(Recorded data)

============

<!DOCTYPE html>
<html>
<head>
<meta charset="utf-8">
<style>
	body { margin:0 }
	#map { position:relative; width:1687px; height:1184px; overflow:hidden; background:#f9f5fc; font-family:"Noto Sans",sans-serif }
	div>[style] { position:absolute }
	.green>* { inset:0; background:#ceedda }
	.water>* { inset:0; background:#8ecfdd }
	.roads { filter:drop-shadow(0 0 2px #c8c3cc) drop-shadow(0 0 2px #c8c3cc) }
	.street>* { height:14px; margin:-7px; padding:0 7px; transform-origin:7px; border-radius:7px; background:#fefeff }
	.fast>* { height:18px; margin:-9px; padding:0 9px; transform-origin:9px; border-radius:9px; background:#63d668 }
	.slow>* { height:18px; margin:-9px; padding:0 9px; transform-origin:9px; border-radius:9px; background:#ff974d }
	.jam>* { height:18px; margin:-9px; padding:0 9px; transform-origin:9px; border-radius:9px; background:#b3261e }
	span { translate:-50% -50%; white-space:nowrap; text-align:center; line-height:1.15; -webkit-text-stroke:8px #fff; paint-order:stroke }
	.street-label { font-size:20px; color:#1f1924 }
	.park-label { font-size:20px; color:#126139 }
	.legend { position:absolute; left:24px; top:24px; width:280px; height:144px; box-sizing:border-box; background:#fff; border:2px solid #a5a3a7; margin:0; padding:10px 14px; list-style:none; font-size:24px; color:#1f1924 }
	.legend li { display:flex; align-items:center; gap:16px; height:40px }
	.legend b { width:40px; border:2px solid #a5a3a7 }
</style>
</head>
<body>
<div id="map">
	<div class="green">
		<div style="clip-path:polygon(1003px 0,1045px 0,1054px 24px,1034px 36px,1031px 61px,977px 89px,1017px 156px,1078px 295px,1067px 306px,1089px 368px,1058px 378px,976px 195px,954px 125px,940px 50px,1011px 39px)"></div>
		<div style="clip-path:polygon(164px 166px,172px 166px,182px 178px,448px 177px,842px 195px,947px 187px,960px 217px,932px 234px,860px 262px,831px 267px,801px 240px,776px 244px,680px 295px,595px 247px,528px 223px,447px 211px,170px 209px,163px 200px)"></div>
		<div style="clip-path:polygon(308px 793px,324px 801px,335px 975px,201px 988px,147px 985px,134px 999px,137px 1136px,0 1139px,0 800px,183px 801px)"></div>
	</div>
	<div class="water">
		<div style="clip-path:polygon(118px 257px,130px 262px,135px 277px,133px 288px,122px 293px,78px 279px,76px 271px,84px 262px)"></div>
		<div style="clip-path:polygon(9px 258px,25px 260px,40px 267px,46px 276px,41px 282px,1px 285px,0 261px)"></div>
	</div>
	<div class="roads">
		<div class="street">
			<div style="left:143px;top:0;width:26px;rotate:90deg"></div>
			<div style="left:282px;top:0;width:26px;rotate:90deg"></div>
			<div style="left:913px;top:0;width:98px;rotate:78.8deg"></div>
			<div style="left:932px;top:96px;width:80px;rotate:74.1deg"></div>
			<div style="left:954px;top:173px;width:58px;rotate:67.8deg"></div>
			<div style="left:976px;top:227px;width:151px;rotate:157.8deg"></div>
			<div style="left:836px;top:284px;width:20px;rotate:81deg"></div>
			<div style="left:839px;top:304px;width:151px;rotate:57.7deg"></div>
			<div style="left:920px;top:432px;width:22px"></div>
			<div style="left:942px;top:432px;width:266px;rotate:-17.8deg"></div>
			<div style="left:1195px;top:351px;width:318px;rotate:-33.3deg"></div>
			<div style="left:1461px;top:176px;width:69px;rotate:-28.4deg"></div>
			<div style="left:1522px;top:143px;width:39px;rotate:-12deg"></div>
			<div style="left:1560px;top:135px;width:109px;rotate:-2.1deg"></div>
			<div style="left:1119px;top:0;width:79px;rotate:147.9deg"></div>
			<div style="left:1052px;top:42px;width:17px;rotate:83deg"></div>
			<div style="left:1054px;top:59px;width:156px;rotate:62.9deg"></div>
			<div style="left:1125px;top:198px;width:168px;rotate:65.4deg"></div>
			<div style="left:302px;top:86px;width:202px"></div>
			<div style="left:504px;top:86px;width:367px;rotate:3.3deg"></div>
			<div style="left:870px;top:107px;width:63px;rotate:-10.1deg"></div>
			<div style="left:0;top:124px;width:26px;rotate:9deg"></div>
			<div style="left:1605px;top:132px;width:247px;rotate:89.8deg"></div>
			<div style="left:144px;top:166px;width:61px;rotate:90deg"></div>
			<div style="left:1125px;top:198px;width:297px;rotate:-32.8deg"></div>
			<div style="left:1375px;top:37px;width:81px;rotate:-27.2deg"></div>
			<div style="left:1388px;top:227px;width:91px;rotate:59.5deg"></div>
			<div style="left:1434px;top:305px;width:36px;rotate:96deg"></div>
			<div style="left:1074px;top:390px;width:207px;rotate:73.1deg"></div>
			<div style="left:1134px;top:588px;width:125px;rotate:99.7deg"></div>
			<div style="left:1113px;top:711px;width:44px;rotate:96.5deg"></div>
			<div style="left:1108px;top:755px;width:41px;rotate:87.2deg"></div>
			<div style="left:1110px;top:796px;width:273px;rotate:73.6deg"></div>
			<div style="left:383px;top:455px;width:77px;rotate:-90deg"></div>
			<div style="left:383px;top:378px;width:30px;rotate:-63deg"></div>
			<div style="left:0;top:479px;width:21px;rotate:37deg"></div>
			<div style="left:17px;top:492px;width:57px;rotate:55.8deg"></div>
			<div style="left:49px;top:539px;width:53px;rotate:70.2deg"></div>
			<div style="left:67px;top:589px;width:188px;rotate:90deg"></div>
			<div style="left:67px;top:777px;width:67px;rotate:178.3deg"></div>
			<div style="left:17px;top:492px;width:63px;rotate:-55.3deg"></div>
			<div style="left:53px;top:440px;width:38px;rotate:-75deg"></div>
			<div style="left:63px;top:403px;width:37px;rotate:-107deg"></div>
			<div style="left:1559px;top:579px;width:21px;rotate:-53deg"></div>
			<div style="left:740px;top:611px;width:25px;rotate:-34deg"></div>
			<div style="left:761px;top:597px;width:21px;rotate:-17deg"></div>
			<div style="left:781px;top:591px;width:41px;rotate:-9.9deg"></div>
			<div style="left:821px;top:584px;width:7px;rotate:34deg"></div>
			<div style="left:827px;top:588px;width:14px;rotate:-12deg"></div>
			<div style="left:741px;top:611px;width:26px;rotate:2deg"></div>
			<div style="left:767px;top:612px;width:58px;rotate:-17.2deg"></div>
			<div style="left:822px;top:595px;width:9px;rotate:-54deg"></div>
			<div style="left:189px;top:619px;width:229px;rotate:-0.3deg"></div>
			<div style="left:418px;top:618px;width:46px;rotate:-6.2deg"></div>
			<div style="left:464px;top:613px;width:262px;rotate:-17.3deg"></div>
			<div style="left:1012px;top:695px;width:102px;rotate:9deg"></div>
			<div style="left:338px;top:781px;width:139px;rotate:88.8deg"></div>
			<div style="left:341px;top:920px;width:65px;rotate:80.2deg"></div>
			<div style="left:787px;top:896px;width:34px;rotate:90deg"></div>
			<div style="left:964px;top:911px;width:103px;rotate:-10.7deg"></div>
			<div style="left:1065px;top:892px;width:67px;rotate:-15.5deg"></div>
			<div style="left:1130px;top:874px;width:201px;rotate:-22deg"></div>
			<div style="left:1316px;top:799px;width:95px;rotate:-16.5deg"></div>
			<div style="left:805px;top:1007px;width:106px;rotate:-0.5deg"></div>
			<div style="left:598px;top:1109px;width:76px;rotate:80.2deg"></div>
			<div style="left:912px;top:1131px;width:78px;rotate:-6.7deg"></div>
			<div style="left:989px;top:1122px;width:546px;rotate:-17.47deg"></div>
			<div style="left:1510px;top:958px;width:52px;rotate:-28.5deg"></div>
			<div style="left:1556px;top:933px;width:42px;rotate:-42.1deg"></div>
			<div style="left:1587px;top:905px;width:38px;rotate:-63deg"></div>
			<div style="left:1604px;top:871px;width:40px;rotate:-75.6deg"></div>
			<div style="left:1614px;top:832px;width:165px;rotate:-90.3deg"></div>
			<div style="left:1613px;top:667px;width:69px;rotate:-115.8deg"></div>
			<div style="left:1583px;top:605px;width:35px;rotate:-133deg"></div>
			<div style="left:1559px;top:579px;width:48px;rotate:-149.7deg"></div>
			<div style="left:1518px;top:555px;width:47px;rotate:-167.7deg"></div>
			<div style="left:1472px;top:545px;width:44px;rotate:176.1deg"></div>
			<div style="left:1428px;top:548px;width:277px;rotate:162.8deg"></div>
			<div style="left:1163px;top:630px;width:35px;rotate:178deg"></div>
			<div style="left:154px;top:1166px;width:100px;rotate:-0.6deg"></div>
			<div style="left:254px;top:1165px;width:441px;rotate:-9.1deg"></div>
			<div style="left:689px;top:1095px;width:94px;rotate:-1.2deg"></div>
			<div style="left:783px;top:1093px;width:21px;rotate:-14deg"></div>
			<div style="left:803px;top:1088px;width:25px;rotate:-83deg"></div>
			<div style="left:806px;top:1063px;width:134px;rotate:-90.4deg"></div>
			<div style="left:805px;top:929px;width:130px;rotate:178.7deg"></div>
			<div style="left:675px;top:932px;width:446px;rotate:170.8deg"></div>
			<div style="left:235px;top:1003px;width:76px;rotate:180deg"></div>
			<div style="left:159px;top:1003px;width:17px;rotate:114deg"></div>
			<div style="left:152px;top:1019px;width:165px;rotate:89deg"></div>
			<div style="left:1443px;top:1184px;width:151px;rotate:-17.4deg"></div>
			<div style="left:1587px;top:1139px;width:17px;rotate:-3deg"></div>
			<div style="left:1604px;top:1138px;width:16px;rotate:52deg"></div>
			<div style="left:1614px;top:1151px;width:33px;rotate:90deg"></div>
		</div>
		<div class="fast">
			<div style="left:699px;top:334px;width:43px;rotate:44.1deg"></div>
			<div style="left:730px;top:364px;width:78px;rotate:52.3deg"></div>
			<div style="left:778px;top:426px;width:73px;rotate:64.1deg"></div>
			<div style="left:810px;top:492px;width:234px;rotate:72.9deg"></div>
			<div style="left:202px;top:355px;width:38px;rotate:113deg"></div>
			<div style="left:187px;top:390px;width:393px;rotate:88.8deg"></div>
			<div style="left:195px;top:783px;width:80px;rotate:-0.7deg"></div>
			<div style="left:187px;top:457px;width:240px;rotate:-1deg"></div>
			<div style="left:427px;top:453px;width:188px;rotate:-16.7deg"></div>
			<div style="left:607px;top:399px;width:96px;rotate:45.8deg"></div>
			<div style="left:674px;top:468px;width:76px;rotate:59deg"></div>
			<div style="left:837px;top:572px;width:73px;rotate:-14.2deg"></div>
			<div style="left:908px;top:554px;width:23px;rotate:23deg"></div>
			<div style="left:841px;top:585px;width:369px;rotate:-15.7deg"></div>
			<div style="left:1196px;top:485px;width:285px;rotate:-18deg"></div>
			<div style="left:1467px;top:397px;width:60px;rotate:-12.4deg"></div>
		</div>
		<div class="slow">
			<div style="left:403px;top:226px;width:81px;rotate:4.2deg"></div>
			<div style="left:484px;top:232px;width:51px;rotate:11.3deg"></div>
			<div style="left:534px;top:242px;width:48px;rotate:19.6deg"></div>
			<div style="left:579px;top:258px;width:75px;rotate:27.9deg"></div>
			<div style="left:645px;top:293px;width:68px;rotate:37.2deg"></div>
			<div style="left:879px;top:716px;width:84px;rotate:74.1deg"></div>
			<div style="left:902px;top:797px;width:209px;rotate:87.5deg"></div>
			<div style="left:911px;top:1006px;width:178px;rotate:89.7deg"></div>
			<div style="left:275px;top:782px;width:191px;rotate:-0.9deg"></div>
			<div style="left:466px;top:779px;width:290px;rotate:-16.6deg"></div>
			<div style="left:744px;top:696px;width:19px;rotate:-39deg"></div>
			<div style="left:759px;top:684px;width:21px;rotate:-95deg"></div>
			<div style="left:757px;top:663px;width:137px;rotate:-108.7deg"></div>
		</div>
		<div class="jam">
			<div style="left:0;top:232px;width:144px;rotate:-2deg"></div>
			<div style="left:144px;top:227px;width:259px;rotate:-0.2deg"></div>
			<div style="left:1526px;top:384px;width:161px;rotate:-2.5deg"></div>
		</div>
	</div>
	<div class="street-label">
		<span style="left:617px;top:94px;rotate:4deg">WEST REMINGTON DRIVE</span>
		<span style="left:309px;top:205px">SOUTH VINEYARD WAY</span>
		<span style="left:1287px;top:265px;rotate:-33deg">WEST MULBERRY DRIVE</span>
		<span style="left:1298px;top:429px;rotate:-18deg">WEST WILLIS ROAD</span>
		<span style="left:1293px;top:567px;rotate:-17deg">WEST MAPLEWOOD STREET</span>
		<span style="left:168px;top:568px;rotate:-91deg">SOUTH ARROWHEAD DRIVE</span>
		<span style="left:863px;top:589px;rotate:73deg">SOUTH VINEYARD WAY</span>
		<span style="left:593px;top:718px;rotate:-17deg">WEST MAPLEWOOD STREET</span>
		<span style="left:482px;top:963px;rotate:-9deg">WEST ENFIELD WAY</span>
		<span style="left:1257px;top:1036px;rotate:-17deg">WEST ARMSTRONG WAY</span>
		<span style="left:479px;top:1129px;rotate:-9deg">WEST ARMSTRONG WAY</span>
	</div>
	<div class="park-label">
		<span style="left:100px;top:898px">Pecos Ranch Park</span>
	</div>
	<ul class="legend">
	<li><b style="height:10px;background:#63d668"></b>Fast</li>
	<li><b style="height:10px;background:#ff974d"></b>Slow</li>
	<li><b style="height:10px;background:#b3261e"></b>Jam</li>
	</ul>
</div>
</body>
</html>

============

* YOUR GOAL: Take the lines from the top of the data through the one that contains "filter:drop-shadow(0 0 2px" and copy them exactly, leaving out every line after it.

* OUTPUT BELOW:
<!DOCTYPE html>
<html>
<head>
<meta charset="utf-8">
<style>
	body { margin:0 }
	#map { position:relative; width:1687px; height:1184px; overflow:hidden; background:#f9f5fc; font-family:"Noto Sans",sans-serif }
	div>[style] { position:absolute }
	.green>* { inset:0; background:#ceedda }
	.water>* { inset:0; background:#8ecfdd }
	.roads { filter:drop-shadow(0 0 2px #c8c3cc) drop-shadow(0 0 2px #c8c3cc) }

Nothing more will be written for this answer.